Looking at the data that follows, count the lines containing the word "main" and write down only that count.
+--
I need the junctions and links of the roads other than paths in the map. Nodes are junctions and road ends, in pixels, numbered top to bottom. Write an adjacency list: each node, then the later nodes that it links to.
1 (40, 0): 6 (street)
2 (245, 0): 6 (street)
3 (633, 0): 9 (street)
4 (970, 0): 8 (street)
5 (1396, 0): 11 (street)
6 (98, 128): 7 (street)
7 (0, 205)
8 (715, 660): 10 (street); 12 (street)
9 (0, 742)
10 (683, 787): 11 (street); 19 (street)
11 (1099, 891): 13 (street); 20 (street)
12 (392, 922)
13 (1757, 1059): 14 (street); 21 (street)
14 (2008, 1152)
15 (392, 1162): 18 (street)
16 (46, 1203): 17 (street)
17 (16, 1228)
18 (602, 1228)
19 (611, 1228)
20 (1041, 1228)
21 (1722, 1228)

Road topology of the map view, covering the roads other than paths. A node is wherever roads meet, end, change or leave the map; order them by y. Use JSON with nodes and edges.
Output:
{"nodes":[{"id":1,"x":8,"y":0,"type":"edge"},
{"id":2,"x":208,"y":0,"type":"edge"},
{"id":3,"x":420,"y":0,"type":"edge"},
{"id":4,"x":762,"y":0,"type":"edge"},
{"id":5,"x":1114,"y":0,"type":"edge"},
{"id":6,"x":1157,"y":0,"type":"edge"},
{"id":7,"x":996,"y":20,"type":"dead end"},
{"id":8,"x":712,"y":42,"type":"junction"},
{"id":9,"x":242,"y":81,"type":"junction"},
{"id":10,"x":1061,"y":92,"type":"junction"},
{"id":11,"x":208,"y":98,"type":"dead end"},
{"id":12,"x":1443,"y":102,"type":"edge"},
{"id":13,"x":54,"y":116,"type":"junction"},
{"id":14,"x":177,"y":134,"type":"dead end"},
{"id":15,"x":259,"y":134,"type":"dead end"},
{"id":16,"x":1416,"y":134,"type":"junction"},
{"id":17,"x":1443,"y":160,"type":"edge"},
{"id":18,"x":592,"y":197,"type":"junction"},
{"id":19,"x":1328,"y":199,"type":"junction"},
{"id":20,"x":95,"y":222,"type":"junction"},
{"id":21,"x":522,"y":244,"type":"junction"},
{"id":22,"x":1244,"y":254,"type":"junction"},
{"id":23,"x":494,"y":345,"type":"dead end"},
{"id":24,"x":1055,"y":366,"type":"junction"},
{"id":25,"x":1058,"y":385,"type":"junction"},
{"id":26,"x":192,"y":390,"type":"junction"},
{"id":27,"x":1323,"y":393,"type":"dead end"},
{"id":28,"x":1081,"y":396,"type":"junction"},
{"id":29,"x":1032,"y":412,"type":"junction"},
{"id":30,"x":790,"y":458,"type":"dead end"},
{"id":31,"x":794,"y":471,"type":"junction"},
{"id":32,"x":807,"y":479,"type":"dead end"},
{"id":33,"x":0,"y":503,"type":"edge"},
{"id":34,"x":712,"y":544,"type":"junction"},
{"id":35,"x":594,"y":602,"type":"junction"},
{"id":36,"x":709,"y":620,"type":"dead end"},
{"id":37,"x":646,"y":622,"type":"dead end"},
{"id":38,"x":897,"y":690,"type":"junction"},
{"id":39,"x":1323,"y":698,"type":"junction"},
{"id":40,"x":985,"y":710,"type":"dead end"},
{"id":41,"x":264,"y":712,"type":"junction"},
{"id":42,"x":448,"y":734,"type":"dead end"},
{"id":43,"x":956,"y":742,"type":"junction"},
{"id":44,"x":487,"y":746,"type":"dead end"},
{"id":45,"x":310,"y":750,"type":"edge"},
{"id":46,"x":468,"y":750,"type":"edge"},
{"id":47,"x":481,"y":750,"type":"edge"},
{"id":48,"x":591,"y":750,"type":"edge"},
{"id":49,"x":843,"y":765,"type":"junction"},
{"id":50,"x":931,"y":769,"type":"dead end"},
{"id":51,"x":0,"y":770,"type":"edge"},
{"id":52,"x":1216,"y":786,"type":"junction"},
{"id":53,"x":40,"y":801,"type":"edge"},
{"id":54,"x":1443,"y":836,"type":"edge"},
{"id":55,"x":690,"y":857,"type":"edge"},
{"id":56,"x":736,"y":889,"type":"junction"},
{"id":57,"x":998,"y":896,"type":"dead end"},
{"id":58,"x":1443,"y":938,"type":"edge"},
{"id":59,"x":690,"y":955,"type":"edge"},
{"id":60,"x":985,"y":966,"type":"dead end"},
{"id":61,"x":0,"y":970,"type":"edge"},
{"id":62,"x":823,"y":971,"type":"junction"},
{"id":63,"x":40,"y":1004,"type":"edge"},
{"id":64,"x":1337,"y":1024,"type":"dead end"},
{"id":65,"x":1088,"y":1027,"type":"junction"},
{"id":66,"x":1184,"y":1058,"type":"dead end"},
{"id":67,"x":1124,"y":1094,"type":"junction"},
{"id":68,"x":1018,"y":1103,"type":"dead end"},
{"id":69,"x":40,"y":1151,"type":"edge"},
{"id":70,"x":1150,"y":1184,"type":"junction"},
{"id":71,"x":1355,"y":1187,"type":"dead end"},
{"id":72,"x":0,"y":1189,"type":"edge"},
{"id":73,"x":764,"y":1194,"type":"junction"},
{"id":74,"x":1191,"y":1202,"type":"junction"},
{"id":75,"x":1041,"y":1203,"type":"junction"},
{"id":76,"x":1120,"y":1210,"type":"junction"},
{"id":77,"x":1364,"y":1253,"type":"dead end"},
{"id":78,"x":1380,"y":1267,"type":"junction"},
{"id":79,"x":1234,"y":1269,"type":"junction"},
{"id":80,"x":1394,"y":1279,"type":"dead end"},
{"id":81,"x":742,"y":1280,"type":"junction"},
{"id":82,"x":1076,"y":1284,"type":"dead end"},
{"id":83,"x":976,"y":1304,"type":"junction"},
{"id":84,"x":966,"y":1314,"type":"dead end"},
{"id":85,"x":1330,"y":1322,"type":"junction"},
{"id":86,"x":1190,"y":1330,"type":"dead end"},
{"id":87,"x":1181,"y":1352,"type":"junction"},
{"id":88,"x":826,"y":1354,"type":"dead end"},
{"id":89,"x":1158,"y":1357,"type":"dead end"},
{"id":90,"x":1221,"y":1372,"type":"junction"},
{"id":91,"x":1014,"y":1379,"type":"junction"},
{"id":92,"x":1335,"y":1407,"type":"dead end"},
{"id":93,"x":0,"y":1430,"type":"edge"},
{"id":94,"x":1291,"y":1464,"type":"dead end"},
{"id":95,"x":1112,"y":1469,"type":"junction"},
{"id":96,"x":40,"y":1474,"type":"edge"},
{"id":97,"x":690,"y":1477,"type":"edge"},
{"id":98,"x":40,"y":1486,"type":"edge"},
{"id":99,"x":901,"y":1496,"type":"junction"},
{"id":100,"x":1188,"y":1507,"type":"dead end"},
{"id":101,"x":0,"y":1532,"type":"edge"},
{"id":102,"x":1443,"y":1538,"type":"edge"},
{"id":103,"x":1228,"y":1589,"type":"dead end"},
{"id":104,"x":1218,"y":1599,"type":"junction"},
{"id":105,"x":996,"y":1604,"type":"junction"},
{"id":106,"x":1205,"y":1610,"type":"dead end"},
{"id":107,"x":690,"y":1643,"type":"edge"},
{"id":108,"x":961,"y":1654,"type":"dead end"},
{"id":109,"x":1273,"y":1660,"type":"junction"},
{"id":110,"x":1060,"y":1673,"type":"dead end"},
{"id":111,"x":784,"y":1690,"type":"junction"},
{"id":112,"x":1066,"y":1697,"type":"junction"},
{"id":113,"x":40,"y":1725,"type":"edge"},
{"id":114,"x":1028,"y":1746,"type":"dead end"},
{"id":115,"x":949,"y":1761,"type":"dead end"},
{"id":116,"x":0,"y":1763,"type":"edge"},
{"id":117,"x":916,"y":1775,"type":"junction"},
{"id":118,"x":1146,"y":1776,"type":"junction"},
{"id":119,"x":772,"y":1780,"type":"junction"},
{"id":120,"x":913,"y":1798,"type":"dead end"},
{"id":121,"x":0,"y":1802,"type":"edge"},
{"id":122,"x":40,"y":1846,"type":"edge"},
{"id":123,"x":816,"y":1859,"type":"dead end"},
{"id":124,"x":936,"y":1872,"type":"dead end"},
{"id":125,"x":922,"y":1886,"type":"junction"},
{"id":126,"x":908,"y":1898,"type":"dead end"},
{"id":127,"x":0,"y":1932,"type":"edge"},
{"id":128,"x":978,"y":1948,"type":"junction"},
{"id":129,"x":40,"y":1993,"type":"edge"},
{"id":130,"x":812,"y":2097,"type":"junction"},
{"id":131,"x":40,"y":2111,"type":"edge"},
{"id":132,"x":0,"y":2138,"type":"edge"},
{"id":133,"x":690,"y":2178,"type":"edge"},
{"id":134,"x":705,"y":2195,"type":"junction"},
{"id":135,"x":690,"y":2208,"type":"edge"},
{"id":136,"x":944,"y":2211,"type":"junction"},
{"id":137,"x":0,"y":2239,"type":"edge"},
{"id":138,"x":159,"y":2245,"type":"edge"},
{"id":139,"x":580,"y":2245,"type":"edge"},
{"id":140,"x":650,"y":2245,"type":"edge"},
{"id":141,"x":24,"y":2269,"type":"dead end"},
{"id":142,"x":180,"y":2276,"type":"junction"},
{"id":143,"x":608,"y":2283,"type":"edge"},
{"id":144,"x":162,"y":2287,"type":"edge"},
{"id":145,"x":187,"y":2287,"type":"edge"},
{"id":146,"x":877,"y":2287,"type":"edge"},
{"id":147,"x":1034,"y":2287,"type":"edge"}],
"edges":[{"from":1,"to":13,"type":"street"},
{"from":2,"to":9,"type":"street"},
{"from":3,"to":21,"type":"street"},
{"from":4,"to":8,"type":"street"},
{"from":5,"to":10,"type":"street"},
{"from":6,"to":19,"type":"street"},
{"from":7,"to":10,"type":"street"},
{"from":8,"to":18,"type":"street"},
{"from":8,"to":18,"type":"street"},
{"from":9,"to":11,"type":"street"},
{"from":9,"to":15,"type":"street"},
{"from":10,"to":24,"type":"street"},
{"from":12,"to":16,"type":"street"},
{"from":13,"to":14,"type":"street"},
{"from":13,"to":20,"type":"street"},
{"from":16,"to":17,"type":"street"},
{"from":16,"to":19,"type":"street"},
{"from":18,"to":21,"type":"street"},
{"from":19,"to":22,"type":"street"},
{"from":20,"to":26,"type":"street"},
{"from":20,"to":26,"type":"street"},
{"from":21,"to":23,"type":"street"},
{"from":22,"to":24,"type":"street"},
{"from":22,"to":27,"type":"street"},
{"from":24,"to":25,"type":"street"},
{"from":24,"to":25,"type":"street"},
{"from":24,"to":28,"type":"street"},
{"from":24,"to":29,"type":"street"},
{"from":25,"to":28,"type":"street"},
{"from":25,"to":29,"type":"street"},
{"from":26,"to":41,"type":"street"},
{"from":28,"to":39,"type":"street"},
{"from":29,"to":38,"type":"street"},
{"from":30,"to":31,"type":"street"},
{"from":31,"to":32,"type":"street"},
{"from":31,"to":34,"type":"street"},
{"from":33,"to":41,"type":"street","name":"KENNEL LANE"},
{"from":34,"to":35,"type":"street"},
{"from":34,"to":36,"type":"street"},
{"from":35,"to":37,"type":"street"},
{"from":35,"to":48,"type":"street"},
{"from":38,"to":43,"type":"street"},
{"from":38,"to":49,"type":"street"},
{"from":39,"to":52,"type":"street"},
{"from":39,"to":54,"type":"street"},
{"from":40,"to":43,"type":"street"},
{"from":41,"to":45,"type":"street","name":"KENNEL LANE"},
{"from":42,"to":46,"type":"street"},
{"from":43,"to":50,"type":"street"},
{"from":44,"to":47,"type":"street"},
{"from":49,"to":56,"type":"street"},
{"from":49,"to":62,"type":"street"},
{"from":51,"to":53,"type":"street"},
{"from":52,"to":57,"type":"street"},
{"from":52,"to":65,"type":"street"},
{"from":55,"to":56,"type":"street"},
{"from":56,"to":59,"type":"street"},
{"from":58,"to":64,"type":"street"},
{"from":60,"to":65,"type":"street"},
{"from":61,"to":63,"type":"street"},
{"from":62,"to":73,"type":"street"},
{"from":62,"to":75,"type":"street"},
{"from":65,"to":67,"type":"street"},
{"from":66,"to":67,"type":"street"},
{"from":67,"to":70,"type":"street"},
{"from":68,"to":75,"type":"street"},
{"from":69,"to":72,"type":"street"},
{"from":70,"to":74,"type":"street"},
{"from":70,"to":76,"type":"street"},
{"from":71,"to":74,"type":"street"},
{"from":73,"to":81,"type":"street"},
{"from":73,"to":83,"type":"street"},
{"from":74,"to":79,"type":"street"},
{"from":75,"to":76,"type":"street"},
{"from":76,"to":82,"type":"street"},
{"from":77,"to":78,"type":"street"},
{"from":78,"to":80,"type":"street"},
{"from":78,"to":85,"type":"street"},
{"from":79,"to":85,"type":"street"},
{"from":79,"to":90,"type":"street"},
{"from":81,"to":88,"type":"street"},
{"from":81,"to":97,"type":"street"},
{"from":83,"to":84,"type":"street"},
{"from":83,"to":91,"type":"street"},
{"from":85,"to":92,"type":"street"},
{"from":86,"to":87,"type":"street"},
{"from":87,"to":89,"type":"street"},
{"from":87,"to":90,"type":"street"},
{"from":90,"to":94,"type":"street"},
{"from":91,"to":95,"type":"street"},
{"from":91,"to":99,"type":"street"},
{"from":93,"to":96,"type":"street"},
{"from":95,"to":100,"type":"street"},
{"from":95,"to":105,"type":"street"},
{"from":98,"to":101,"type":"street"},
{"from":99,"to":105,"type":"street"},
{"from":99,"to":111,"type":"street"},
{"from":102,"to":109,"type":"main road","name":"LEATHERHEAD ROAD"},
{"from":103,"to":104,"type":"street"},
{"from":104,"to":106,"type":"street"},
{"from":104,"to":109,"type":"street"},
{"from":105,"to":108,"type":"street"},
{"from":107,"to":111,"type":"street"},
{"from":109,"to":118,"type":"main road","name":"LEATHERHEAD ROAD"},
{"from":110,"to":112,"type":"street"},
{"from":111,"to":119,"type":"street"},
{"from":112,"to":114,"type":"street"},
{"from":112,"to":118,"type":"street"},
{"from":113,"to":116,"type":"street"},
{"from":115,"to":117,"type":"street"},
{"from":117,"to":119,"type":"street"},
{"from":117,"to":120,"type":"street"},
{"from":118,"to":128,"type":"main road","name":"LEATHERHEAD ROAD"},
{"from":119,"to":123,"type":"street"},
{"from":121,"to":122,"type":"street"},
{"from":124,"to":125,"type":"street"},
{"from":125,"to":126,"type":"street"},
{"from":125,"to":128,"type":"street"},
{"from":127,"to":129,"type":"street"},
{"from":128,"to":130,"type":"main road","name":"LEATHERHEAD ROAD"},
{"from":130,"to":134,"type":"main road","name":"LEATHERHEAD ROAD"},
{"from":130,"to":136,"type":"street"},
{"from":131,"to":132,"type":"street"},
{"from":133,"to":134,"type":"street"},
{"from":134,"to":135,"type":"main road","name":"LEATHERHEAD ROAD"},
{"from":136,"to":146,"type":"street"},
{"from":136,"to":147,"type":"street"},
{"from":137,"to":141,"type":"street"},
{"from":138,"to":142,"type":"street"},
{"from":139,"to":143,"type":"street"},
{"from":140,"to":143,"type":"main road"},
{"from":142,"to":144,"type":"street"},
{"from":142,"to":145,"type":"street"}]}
+--
> _Result for this exercise_:
7